BGE 129 I 68 del 18 dicembre 2002
Effetti giuridici di un'uscita parziale dalla Chiesa nazionale con permanenza nella comunità religiosa.
La decisione chiarisce l'ammissibilità di una cosiddetta uscita parziale dalla Chiesa e l'importanza della competenza normativa cantonale.
«La costituzione ecclesiastica/LU collega per le persone domiciliate nel Canton Lucerna la confessione alla comunità religiosa rispettivamente confessione romano-cattolica con l'appartenenza alla Chiesa nazionale romano-cattolica e alla corrispondente parrocchia (cosiddetto nexus). Un tale collegamento non è costituzionalmente obbligatorio; il Cantone può disciplinare anche dualisticamente il rapporto tra enti ecclesiastici di diritto pubblico e comunità religiosa. Il nexus è però fondamentalmente ammissibile.»
BGE 134 I 49 del 27 febbraio 2008
Rifiuto discriminatorio della naturalizzazione a causa del porto del velo.
La sentenza mostra i limiti degli interventi statali sui simboli religiosi nel contesto della naturalizzazione.
«Basare una decisione negativa di naturalizzazione sul porto del velo come simbolo religioso è idoneo a svantaggiare inammissibilmente la richiedente. Per questo manca una giustificazione qualificata: il mero porto del velo non esprime di per sé un atteggiamento contrario alle concezioni valoriali dello Stato di diritto e democratiche.»
BGE 148 I 160 del 23 dicembre 2021
Legge ginevrina sulla laicità e manifestazioni religiose nello spazio pubblico.
La decisione precisa i limiti della laicità cantonale e la protezione della libertà di credo nelle manifestazioni religiose.

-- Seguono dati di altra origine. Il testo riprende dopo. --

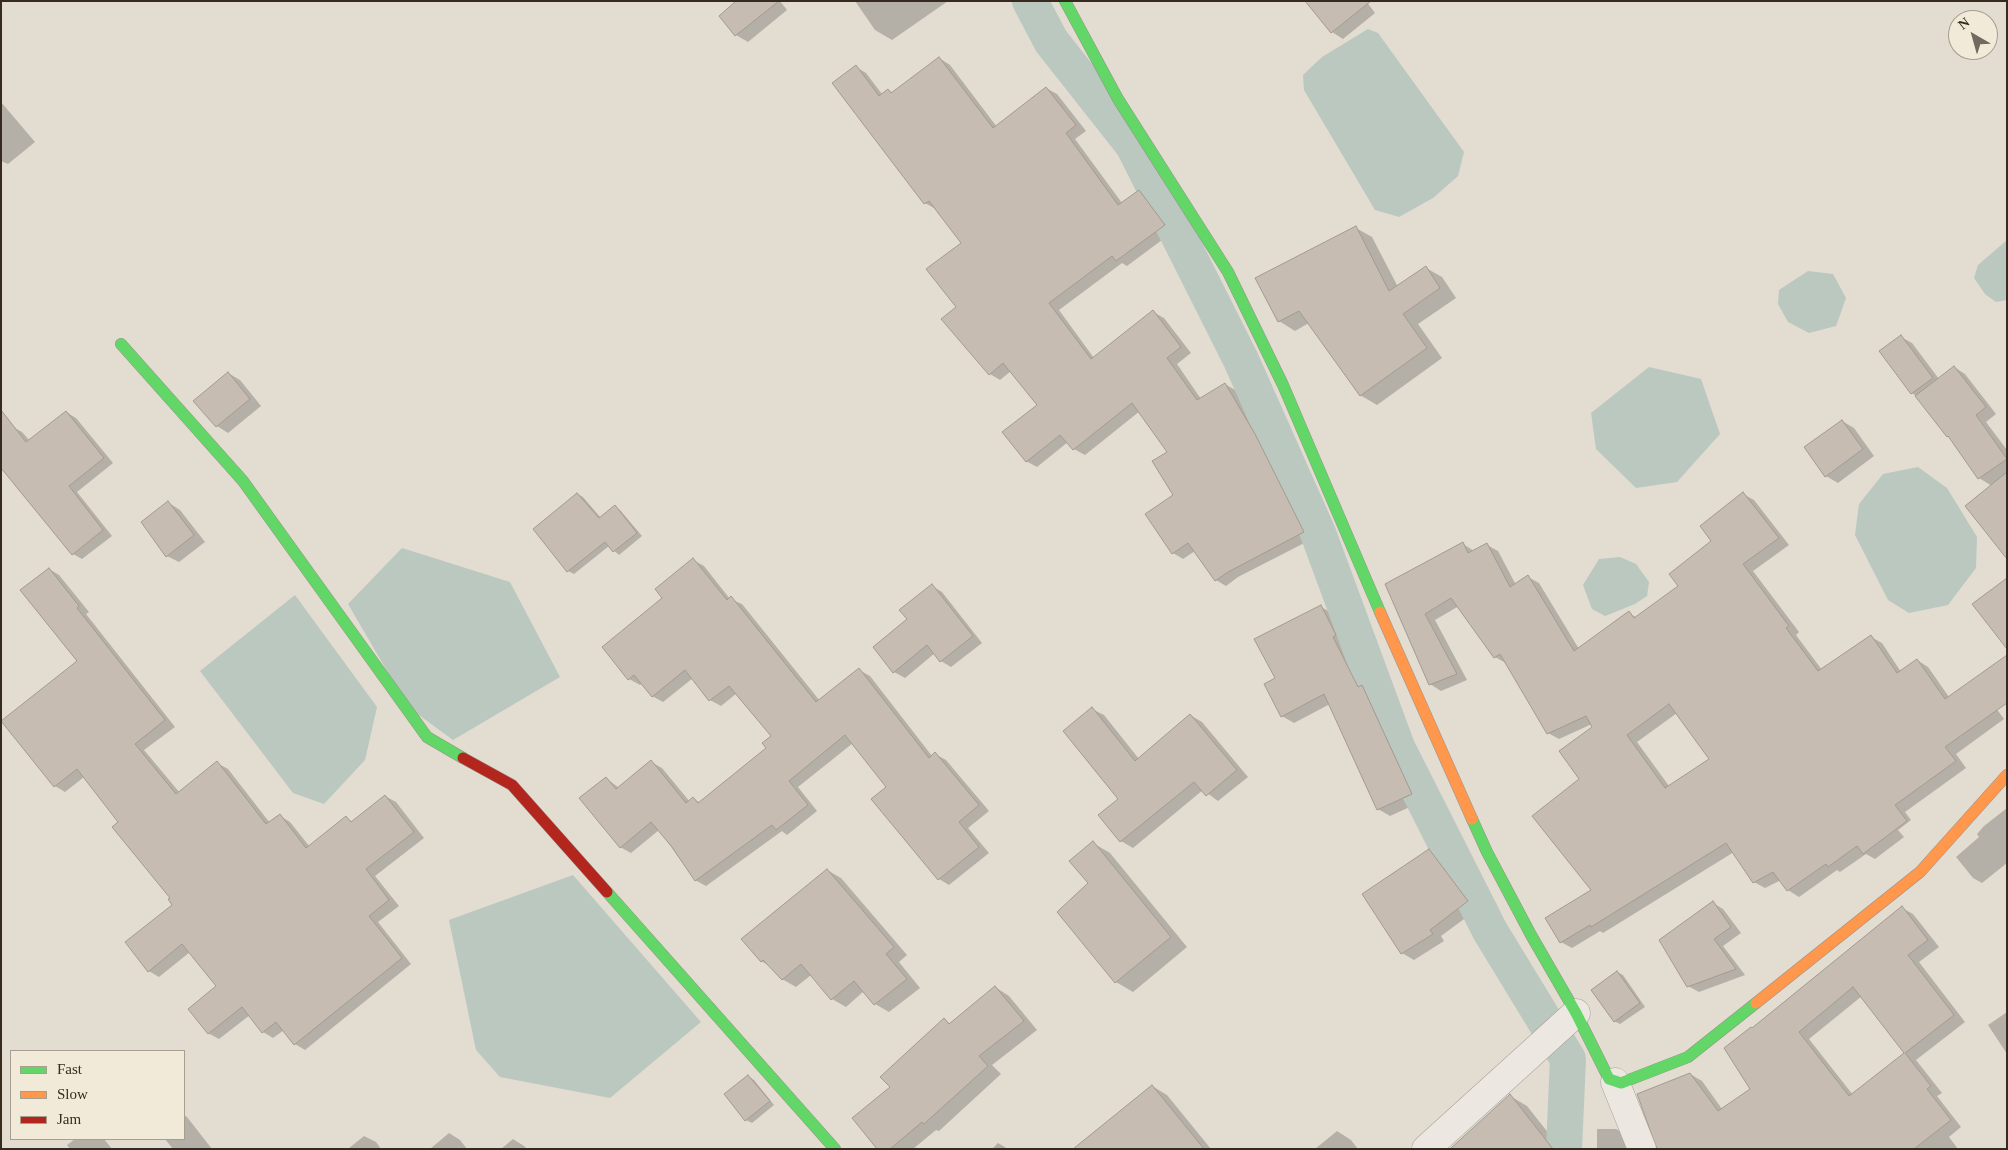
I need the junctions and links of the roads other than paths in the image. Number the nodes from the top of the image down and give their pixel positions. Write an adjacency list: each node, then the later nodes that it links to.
1 (1065, 1): 4 (street)
2 (121, 344): 6 (street)
3 (2007, 776): 5 (street)
4 (1576, 1012): 5 (street); 7 (street)
5 (1615, 1082): 8 (street)
6 (835, 1149)
7 (1426, 1149)
8 (1642, 1149)

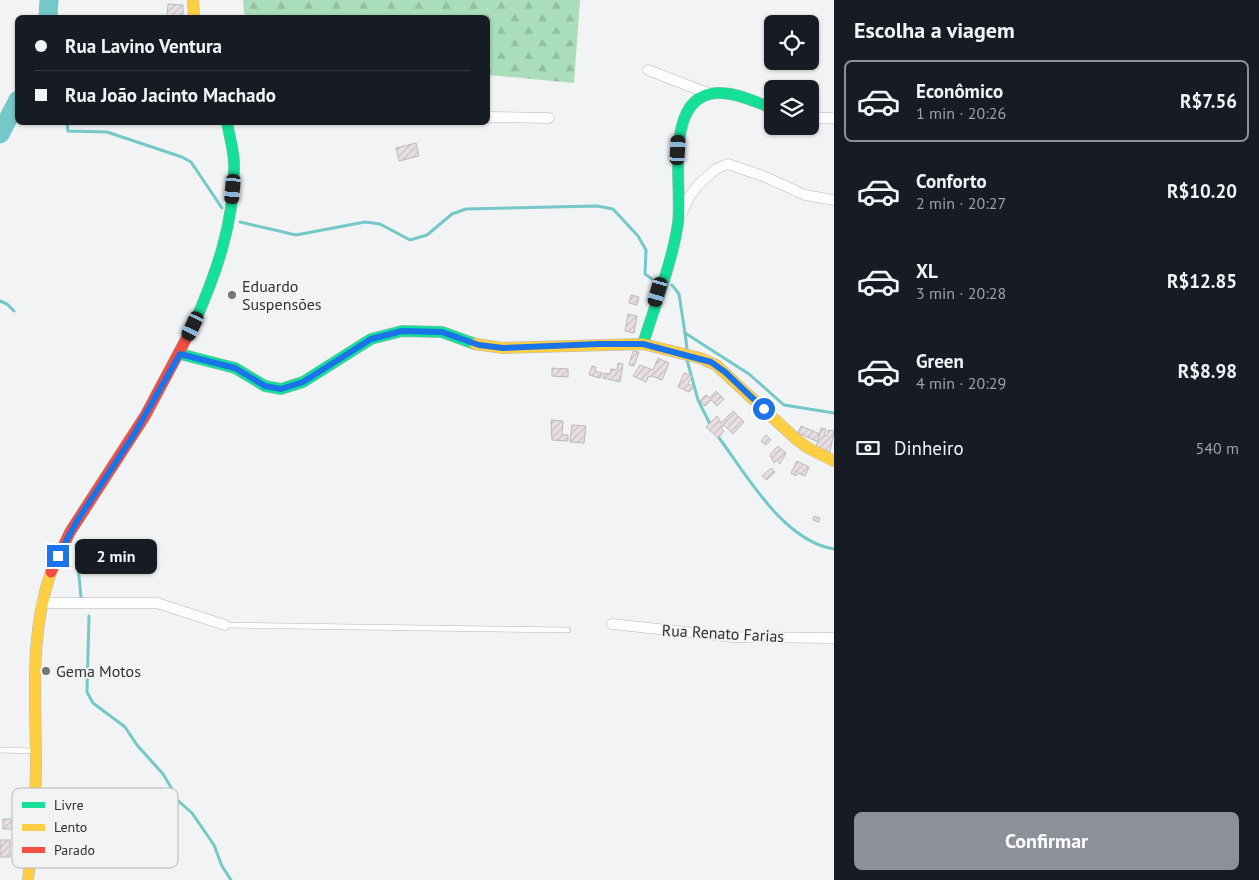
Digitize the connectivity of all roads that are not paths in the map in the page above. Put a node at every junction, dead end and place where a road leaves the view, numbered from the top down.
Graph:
1 (193, 0) edge
2 (194, 15) edge
3 (648, 70) dead end
4 (710, 94) junction
5 (764, 105) edge
6 (490, 117) edge
7 (549, 118) dead end
8 (819, 118) edge
9 (834, 118) edge
10 (228, 125) edge
11 (834, 200) edge
12 (678, 223) junction
13 (643, 344) junction
14 (180, 354) junction
15 (834, 460) edge
16 (41, 603) junction
17 (612, 624) dead end
18 (225, 625) joint
19 (568, 630) dead end
20 (834, 638) edge
21 (0, 750) edge
22 (36, 751) junction
23 (36, 788) edge

1 - 2 street
3 - 4 street
4 - 5 street
4 - 12 street
6 - 7 street
8 - 9 street
10 - 14 street
11 - 12 street
12 - 13 street
13 - 14 street
13 - 15 street
14 - 16 street
16 - 18 street
16 - 22 street
17 - 20 street, Rua Renato Farias
18 - 19 lane
21 - 22 lane
22 - 23 street

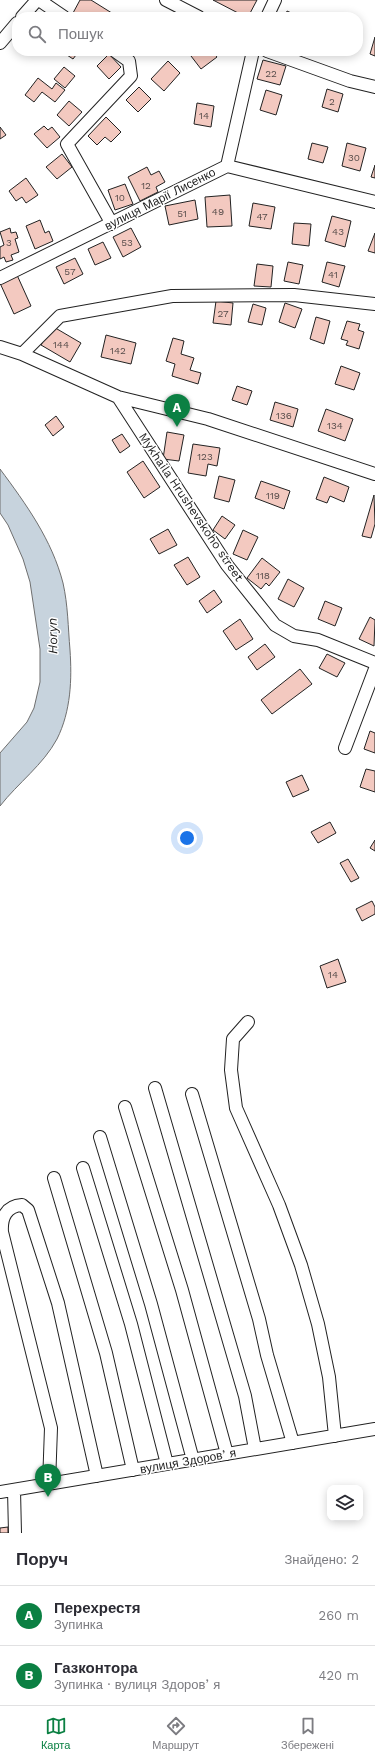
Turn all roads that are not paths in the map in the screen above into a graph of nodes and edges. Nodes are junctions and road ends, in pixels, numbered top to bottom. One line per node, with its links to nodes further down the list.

«Tel qu'il est libellé, l'art. 6 al. 1 et 2 LLE/GE, qui prévoit que les manifestations religieuses cultuelles sur le domaine public ne peuvent être autorisées qu'à titre exceptionnel, revient à prévoir une interdiction de principe de ce type de manifestation, ce qui est incompatible avec l'art. 15 Cst.»
BGE 149 III 338 del 12 maggio 2023
Ammissibilità dei tribunali arbitrali religiosi e divieto della giurisdizione ecclesiastica.

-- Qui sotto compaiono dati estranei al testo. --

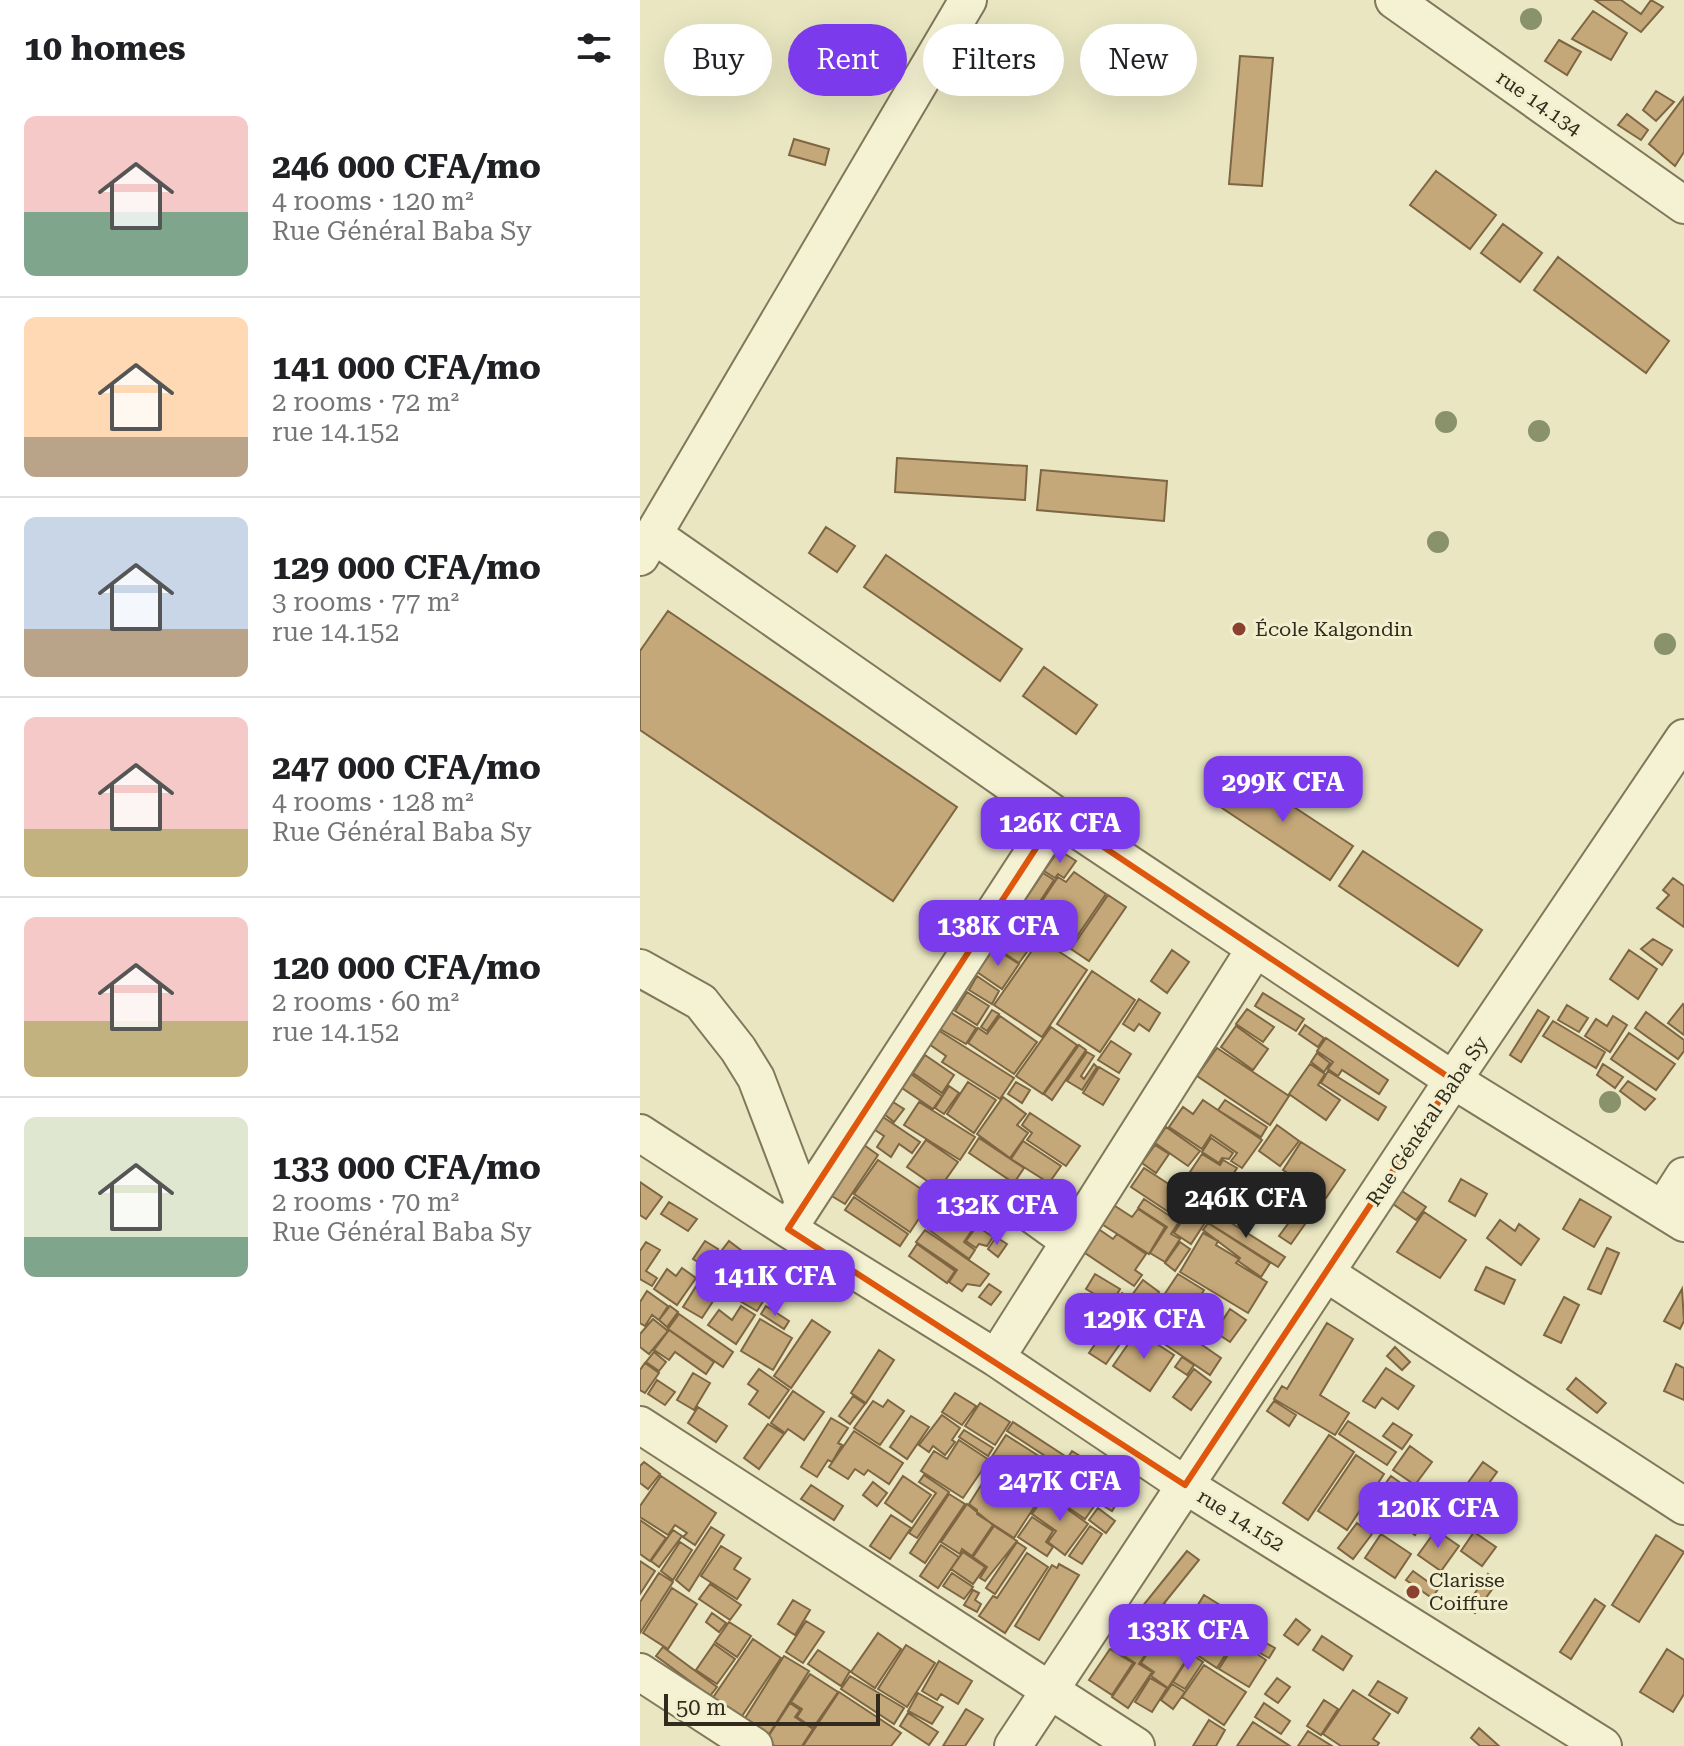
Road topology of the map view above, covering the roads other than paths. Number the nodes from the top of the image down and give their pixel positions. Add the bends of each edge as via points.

La sentenza tratta la delimitazione tra il divieto della giurisdizione ecclesiastica e i procedimenti arbitrali religiosi ammissibili.
«La giurisdizione ecclesiastica abolita dall'art. 58 aCostituzione federale del 1874 e vietata anche dalla Costituzione federale vigente non comprende un tribunale arbitrale ecclesiastico concordato volontariamente, purché decida in un ambito arbitrabile, ossia in un ambito sottoposto alla libera disposizione delle parti.»

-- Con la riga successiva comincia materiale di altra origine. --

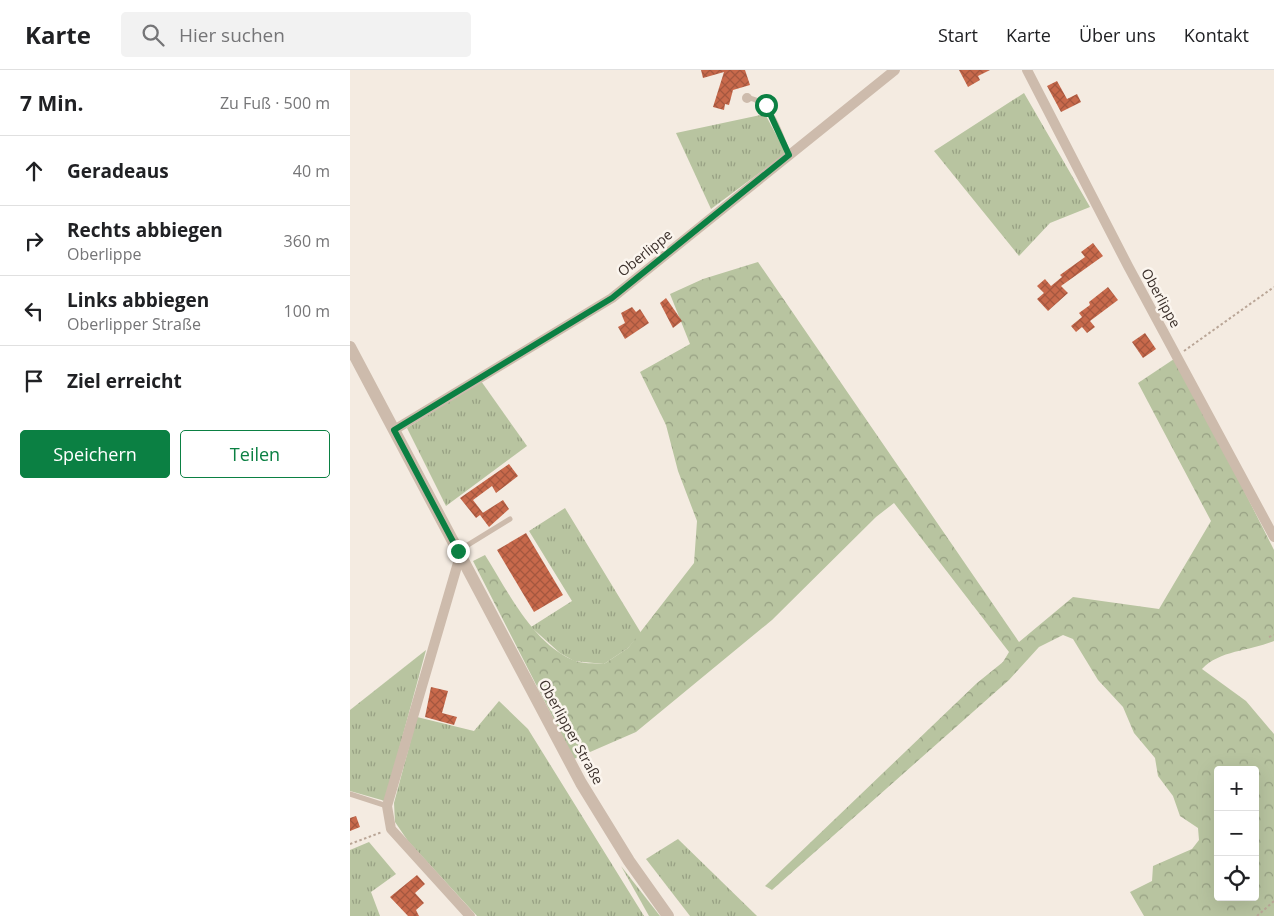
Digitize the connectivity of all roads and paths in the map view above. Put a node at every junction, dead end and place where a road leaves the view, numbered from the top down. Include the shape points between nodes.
1 (895, 70) edge
2 (1027, 70) edge
3 (750, 98) dead end
4 (789, 155) junction
5 (1274, 287) edge
6 (350, 347) edge
7 (1178, 355) junction
8 (394, 430) junction
9 (510, 519) dead end
10 (1274, 537) edge
11 (459, 554) junction
12 (1274, 635) edge
13 (1269, 637) dead end
14 (350, 794) edge
15 (387, 806) junction
16 (391, 829) junction
17 (350, 844) edge
18 (1274, 901) edge
19 (470, 916) edge
20 (668, 916) edge
21 (1257, 916) edge

1 - 4 street, Oberlippe
2 - 7 street, Oberlippe via 1128,266
3 - 4 lane via 766,105
4 - 8 street, Oberlippe via 612,298
5 - 7 path
6 - 8 street, Oberlipper Straße
7 - 10 street, Oberlippe
8 - 11 street, Oberlipper Straße
9 - 11 lane
11 - 15 street
11 - 20 street, Oberlipper Straße via 581,784
12 - 13 path
14 - 15 lane
15 - 16 street
16 - 17 path
16 - 19 street
18 - 21 path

La giurisprudenza relativa all'art. 72 cpv. 2 Cost. è ancora scarsa, poiché il divieto di costruzione di minareti dell'art. 72 cpv. 3 Cost. è in vigore dal 2009 e finora non sono documentati confronti giudiziari diretti riguardo alle misure per la salvaguardia della pace pubblica tra diverse comunità religiose. La disposizione non è ancora stata tematizzata in procedimenti degni di BGE, il che indica che i conflitti corrispondenti sono stati risolti o evitati a livello amministrativo.